• [WORK TO COMPLETE]: Your answer should be each line of the entries that contains the word "観音寺善通寺線", copied in full.

START SOURCE RECORDS

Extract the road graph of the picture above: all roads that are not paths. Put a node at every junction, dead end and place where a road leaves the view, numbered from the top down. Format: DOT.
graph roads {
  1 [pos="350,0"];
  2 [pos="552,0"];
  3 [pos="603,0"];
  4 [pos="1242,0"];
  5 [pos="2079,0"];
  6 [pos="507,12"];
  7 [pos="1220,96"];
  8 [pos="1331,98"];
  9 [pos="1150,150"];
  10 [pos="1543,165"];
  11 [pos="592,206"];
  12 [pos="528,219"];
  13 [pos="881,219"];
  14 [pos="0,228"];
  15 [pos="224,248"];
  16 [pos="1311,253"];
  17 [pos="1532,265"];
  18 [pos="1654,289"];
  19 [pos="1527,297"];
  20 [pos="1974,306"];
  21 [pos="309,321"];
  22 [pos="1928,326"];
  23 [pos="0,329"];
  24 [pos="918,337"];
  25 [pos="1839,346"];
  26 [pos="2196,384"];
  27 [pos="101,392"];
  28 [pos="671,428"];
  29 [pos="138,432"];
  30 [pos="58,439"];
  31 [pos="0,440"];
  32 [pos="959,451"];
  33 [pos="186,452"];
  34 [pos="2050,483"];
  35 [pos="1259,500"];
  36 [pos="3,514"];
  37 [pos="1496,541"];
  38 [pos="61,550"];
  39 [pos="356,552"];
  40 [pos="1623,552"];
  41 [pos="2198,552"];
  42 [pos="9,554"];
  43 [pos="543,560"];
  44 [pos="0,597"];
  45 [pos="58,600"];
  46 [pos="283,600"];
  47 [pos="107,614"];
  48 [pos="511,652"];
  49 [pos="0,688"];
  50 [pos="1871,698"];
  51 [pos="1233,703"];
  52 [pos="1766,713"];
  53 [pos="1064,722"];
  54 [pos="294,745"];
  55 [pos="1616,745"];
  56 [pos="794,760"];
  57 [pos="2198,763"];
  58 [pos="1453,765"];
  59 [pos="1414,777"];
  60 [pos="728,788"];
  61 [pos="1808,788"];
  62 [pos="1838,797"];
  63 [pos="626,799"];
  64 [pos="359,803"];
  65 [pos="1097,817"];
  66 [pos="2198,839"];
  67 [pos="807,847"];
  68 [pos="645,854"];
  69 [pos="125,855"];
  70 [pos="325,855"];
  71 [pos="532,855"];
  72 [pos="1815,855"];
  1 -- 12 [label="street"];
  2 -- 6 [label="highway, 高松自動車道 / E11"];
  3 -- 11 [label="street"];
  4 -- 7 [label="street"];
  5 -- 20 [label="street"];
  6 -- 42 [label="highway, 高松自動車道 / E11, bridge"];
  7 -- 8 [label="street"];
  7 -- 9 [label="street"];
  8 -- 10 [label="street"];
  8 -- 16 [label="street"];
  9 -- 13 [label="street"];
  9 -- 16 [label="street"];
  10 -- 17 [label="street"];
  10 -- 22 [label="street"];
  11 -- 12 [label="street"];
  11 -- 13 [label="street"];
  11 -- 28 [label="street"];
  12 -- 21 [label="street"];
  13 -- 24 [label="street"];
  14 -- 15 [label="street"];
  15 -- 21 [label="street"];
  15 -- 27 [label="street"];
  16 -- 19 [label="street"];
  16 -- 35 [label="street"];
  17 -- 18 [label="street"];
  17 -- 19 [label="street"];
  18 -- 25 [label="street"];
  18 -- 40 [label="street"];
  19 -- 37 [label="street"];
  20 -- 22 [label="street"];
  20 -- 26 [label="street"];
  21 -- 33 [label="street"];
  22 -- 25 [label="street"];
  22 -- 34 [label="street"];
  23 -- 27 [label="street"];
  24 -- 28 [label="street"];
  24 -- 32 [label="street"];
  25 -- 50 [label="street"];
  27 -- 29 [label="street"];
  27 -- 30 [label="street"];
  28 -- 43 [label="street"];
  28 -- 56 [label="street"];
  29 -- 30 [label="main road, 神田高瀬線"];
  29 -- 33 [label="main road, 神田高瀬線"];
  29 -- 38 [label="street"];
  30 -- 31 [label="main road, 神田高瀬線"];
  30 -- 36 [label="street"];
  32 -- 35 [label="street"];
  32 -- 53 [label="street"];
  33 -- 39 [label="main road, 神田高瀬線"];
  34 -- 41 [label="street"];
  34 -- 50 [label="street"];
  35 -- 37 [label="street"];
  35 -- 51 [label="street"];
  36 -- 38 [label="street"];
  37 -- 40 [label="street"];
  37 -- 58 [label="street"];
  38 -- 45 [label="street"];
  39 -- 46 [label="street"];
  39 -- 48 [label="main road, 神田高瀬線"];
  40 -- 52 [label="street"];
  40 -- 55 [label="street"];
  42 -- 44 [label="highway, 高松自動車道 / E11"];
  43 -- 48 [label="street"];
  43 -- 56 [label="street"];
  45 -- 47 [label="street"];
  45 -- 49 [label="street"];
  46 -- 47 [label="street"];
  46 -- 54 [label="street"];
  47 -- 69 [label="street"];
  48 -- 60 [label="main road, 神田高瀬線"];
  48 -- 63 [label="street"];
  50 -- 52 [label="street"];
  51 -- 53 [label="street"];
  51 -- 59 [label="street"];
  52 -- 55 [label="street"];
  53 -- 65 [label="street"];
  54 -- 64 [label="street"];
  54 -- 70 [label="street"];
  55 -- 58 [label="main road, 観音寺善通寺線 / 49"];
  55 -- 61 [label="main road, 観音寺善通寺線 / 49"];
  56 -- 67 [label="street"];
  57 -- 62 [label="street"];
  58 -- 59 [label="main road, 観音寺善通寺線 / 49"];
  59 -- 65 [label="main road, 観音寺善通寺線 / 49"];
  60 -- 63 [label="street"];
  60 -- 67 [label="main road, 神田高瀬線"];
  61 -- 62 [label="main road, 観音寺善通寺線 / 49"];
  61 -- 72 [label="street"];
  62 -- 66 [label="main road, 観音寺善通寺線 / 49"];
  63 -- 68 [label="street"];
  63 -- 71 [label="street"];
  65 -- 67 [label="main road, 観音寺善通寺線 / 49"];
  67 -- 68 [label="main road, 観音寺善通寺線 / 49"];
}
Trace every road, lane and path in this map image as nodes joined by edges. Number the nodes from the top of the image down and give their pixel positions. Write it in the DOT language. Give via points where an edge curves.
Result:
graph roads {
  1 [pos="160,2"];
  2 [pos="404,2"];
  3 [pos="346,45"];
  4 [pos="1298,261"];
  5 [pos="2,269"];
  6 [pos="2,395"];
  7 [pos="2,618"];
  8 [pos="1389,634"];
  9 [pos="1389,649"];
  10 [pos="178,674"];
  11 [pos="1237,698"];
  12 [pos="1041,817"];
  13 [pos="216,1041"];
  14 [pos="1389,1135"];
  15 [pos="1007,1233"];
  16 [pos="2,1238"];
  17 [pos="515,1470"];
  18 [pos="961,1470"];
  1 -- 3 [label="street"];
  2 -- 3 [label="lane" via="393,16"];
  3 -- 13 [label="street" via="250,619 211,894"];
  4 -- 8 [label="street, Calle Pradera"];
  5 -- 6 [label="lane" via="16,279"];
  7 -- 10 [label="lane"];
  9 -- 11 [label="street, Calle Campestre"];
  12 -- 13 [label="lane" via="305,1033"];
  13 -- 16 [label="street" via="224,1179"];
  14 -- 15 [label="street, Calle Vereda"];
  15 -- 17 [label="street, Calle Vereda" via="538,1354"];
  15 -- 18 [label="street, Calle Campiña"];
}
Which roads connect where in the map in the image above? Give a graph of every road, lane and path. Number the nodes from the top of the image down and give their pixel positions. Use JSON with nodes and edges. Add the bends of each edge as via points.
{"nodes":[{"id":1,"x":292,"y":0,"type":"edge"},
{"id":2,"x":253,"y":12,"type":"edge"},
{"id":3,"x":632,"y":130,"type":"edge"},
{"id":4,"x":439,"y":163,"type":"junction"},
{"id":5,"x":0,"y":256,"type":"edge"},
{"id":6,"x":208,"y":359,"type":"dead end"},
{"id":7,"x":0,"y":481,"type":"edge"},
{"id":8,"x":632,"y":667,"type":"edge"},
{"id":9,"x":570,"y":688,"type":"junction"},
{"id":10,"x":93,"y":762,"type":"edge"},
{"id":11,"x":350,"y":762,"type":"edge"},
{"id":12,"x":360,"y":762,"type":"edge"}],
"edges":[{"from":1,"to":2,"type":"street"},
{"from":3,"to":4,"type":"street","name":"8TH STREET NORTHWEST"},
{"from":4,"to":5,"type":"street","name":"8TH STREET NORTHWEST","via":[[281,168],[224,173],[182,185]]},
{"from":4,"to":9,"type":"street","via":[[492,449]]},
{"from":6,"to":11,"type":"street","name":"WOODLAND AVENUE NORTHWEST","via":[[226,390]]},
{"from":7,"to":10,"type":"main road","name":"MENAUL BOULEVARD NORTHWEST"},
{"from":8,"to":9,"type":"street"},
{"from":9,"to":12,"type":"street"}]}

END SOURCE RECORDS

• [YOUR SOLUTION]:
  55 -- 58 [label="main road, 観音寺善通寺線 / 49"];
  55 -- 61 [label="main road, 観音寺善通寺線 / 49"];
  58 -- 59 [label="main road, 観音寺善通寺線 / 49"];
  59 -- 65 [label="main road, 観音寺善通寺線 / 49"];
  61 -- 62 [label="main road, 観音寺善通寺線 / 49"];
  62 -- 66 [label="main road, 観音寺善通寺線 / 49"];
  65 -- 67 [label="main road, 観音寺善通寺線 / 49"];
  67 -- 68 [label="main road, 観音寺善通寺線 / 49"];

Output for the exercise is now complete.